::: STUDY MATERIAL :::
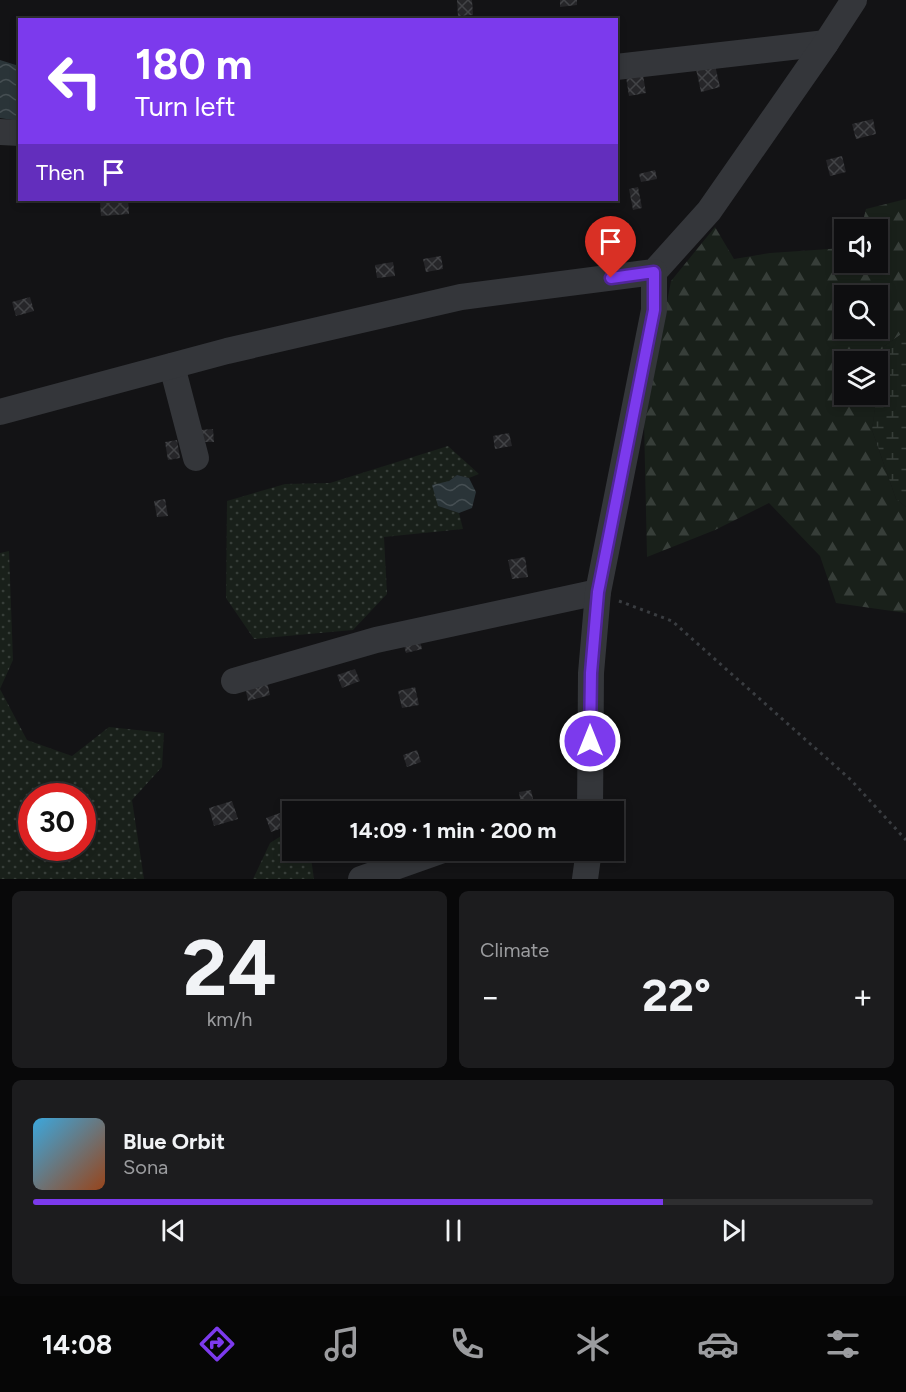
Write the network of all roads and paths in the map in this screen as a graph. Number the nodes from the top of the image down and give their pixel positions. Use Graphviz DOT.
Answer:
graph roads {
  1 [pos="854,0"];
  2 [pos="826,44"];
  3 [pos="618,67"];
  4 [pos="0,132"];
  5 [pos="18,133"];
  6 [pos="654,272"];
  7 [pos="172,366"];
  8 [pos="0,412"];
  9 [pos="196,458"];
  10 [pos="598,592"];
  11 [pos="234,681"];
  12 [pos="587,801"];
  13 [pos="906,840"];
  14 [pos="412,861"];
  15 [pos="587,861"];
  16 [pos="361,879"];
  17 [pos="585,879"];
  1 -- 2 [label="street"];
  2 -- 3 [label="street"];
  2 -- 6 [label="street"];
  4 -- 5 [label="street"];
  6 -- 7 [label="street"];
  6 -- 10 [label="street"];
  7 -- 8 [label="street"];
  7 -- 9 [label="street"];
  10 -- 11 [label="street"];
  10 -- 12 [label="street"];
  10 -- 13 [label="path"];
  14 -- 16 [label="street"];
  15 -- 17 [label="street"];
}
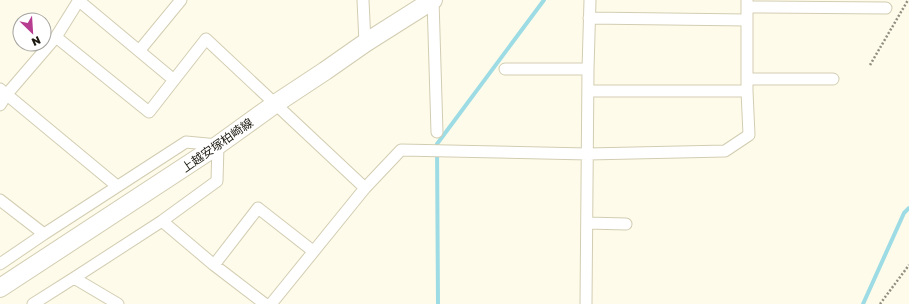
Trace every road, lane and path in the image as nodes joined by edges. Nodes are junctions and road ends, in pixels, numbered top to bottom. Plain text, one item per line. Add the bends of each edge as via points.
1 (79, 0) edge
2 (181, 0) edge
3 (362, 0) edge
4 (433, 0) edge
5 (590, 0) edge
6 (908, 0) edge
7 (747, 4) edge
8 (886, 8) dead end
9 (590, 18) junction
10 (747, 20) junction
11 (56, 37) junction
12 (365, 43) junction
13 (139, 51) junction
14 (870, 64) dead end
15 (505, 68) dead end
16 (588, 69) junction
17 (748, 79) junction
18 (833, 79) dead end
19 (174, 80) junction
20 (588, 91) junction
21 (747, 91) junction
22 (4, 92) edge
23 (275, 104) junction
24 (0, 105) edge
25 (437, 132) dead end
26 (218, 145) junction
27 (588, 154) junction
28 (117, 186) junction
29 (365, 188) junction
30 (0, 200) edge
31 (162, 221) junction
32 (587, 223) junction
33 (626, 224) dead end
34 (44, 234) junction
35 (313, 251) junction
36 (0, 264) edge
37 (214, 265) junction
38 (909, 265) edge
39 (74, 278) junction
40 (0, 288) edge
41 (33, 304) edge
42 (118, 304) edge
43 (265, 304) edge
44 (270, 304) edge
45 (586, 304) edge
46 (880, 304) edge

1 - 11 street
1 - 13 street
2 - 13 street
3 - 12 street
4 - 12 main road, 上越安塚柏崎線
4 - 25 street
5 - 9 street
6 - 14 path
7 - 8 street
7 - 10 street
9 - 10 street
9 - 16 street
10 - 17 street
11 - 19 street via 149,112
11 - 22 street
12 - 23 main road, 上越安塚柏崎線
13 - 19 street
15 - 16 street
16 - 20 street
17 - 18 street
17 - 21 street
19 - 23 street via 206,40
20 - 21 street
20 - 27 street
21 - 27 street via 748,135 725,151
22 - 24 street
22 - 28 street
23 - 26 main road, 上越安塚柏崎線
23 - 29 street
26 - 28 street via 186,142
26 - 31 street via 217,182
26 - 40 main road, 上越安塚柏崎線
27 - 29 street via 402,150
27 - 32 street
28 - 34 street
29 - 35 street
30 - 34 street
31 - 37 street
31 - 39 street
32 - 33 street
32 - 45 street
34 - 36 street
35 - 37 street via 258,208
35 - 44 street
37 - 43 street
38 - 46 path
39 - 41 street
39 - 42 street

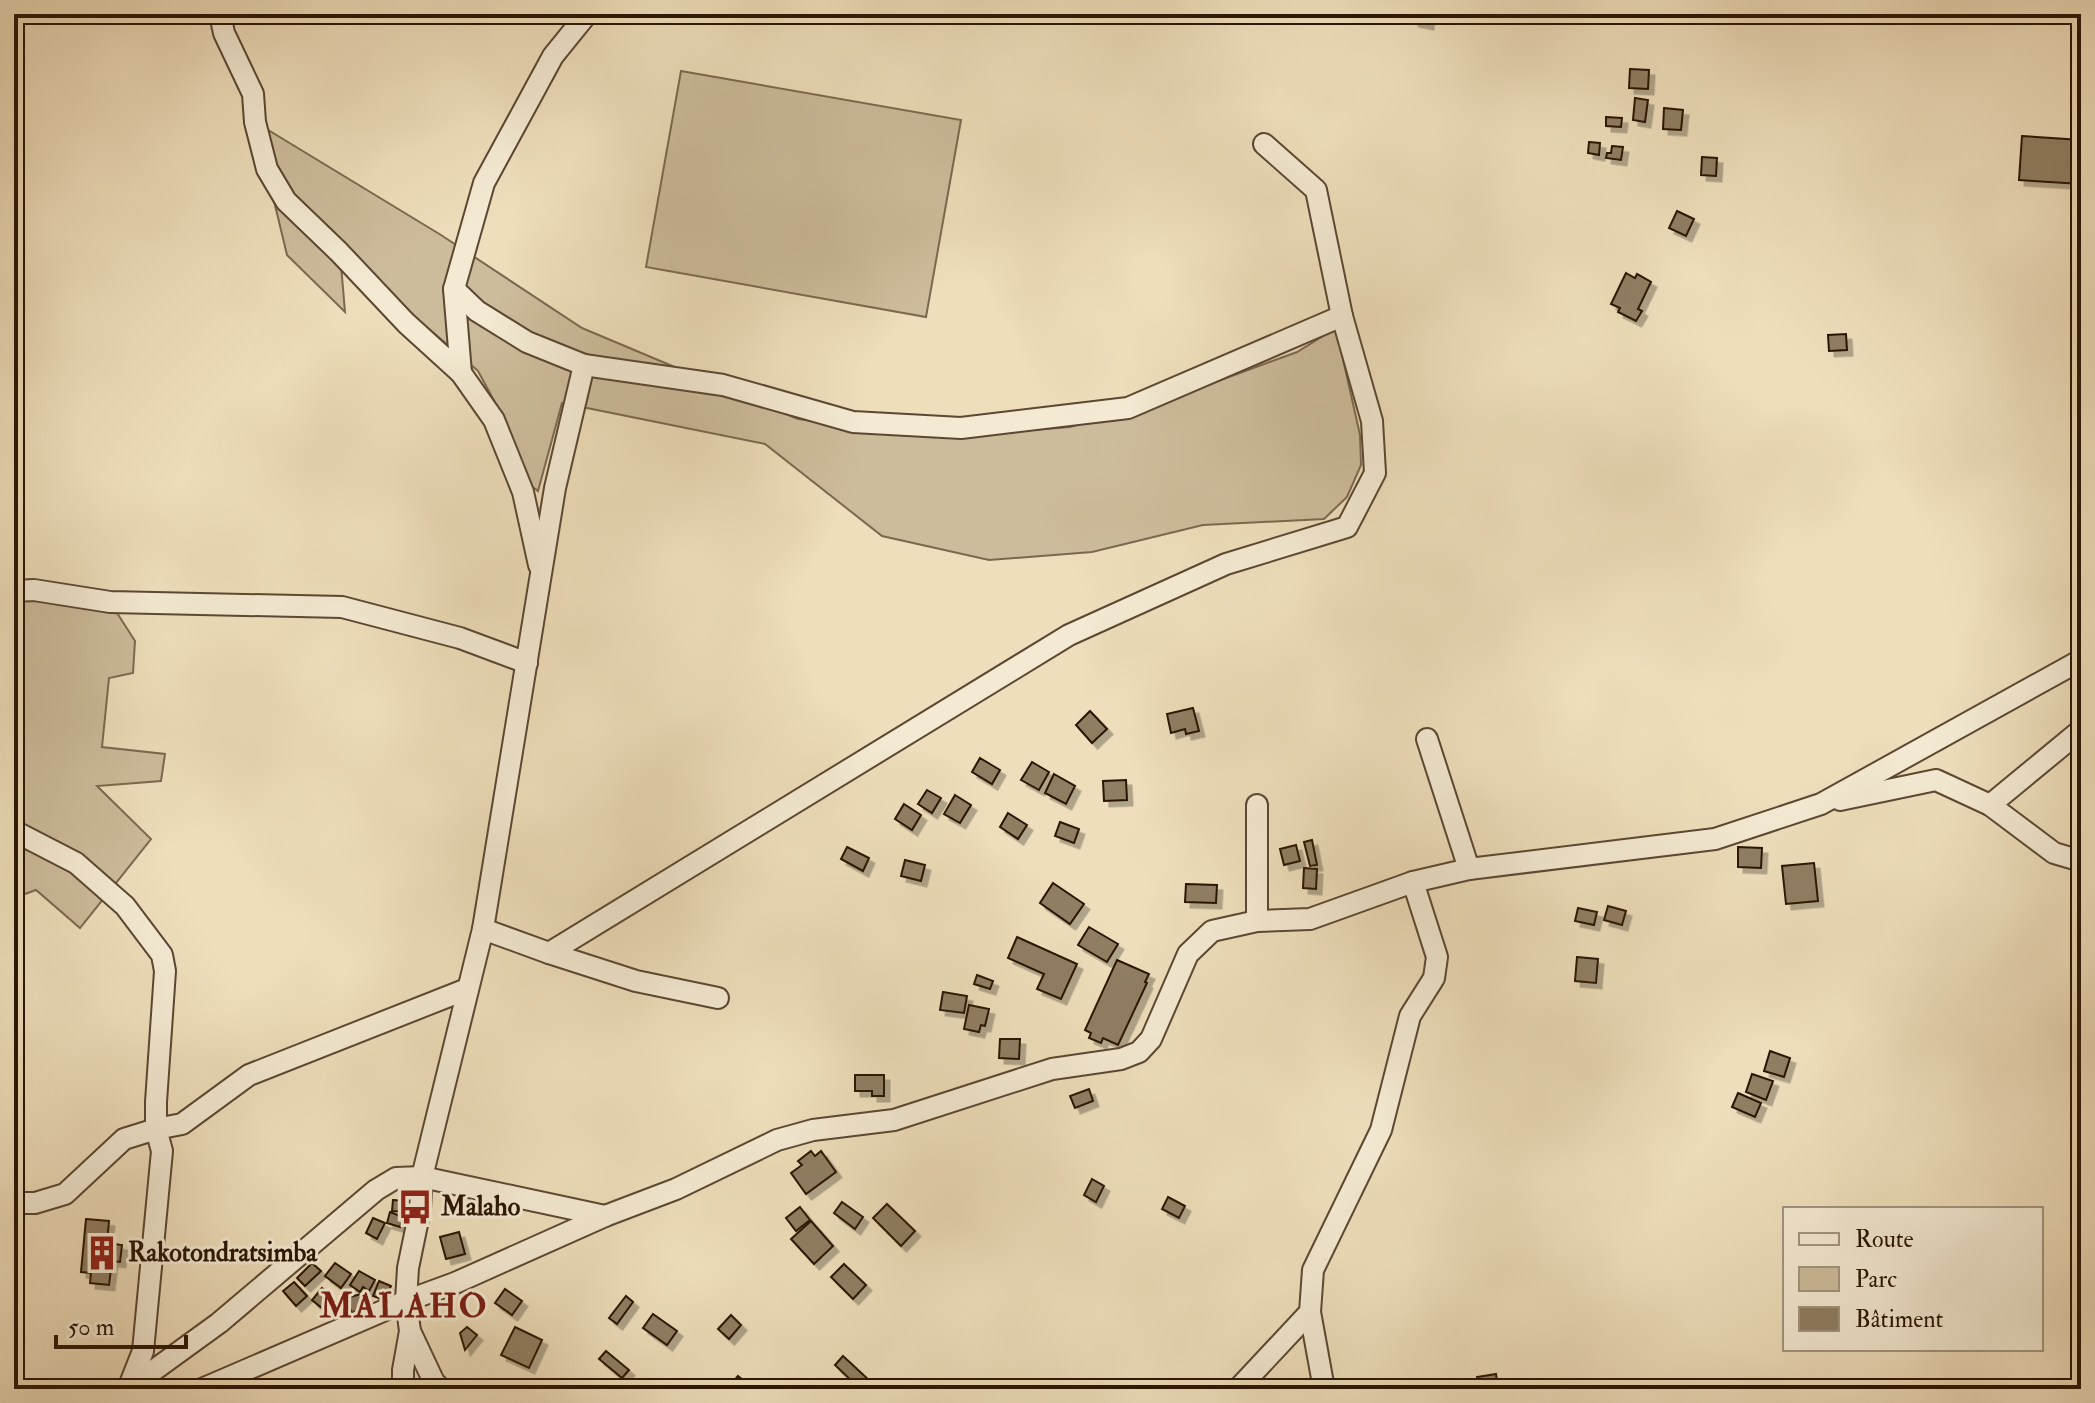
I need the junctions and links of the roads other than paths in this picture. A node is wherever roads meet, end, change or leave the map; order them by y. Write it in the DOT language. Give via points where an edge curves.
graph roads {
  1 [pos="220,14"];
  2 [pos="587,14"];
  3 [pos="1264,144"];
  4 [pos="454,289"];
  5 [pos="1342,316"];
  6 [pos="584,365"];
  7 [pos="461,373"];
  8 [pos="541,576"];
  9 [pos="14,591"];
  10 [pos="2081,660"];
  11 [pos="527,663"];
  12 [pos="2081,730"];
  13 [pos="1427,739"];
  14 [pos="1821,804"];
  15 [pos="1257,805"];
  16 [pos="1990,805"];
  17 [pos="14,831"];
  18 [pos="2081,861"];
  19 [pos="1469,869"];
  20 [pos="1413,882"];
  21 [pos="1257,921"];
  22 [pos="483,929"];
  23 [pos="549,953"];
  24 [pos="467,989"];
  25 [pos="718,998"];
  26 [pos="156,1129"];
  27 [pos="422,1177"];
  28 [pos="14,1203"];
  29 [pos="605,1216"];
  30 [pos="406,1301"];
  31 [pos="1310,1312"];
  32 [pos="410,1331"];
  33 [pos="128,1389"];
  34 [pos="202,1389"];
  35 [pos="403,1389"];
  36 [pos="441,1389"];
  37 [pos="1238,1389"];
  38 [pos="1324,1389"];
  1 -- 7 [label="street" via="253,94 267,169 286,201"];
  2 -- 4 [label="street" via="553,56 484,183"];
  3 -- 5 [label="street" via="1316,190"];
  4 -- 6 [label="street" via="477,311 527,342"];
  4 -- 7 [label="street"];
  5 -- 6 [label="street" via="1128,408 961,428 853,422 723,385"];
  5 -- 23 [label="street" via="1372,421 1375,473 1347,527 1226,564 1069,635"];
  6 -- 8 [label="street"];
  7 -- 8 [label="street" via="494,420 523,492"];
  8 -- 11 [label="street"];
  9 -- 11 [label="street" via="110,602 342,607 460,638"];
  10 -- 14 [label="street"];
  11 -- 22 [label="street"];
  12 -- 16 [label="street"];
  13 -- 19 [label="street"];
  14 -- 16 [label="street" via="1936,780"];
  14 -- 19 [label="street" via="1715,839"];
  15 -- 21 [label="street"];
  16 -- 18 [label="street" via="2054,853"];
  17 -- 26 [label="street" via="76,863 125,906 162,955"];
  19 -- 20 [label="street"];
  20 -- 21 [label="street" via="1310,919"];
  20 -- 31 [label="street" via="1437,957 1434,978 1410,1016 1381,1130 1313,1270"];
  21 -- 29 [label="street" via="1212,931 1188,954 1151,1039 1139,1052 1052,1069 894,1120 777,1140"];
  22 -- 23 [label="street"];
  22 -- 24 [label="street"];
  23 -- 25 [label="street" via="636,981"];
  24 -- 26 [label="street" via="249,1075 182,1124"];
  24 -- 27 [label="street"];
  26 -- 28 [label="street" via="124,1139 65,1194"];
  26 -- 33 [label="street" via="162,1151 143,1351"];
  27 -- 29 [label="street"];
  27 -- 30 [label="street"];
  27 -- 33 [label="street" via="396,1178 376,1190 219,1323"];
  29 -- 30 [label="street"];
  30 -- 32 [label="street"];
  30 -- 34 [label="street"];
  31 -- 37 [label="street"];
  31 -- 38 [label="street"];
  32 -- 35 [label="street"];
  32 -- 36 [label="street"];
}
:::
**WORK REQUEST**
I need every line from the material that contains the word "main".

**EXERCISE ANSWER**
4 - 12 main road, 上越安塚柏崎線
12 - 23 main road, 上越安塚柏崎線
23 - 26 main road, 上越安塚柏崎線
26 - 40 main road, 上越安塚柏崎線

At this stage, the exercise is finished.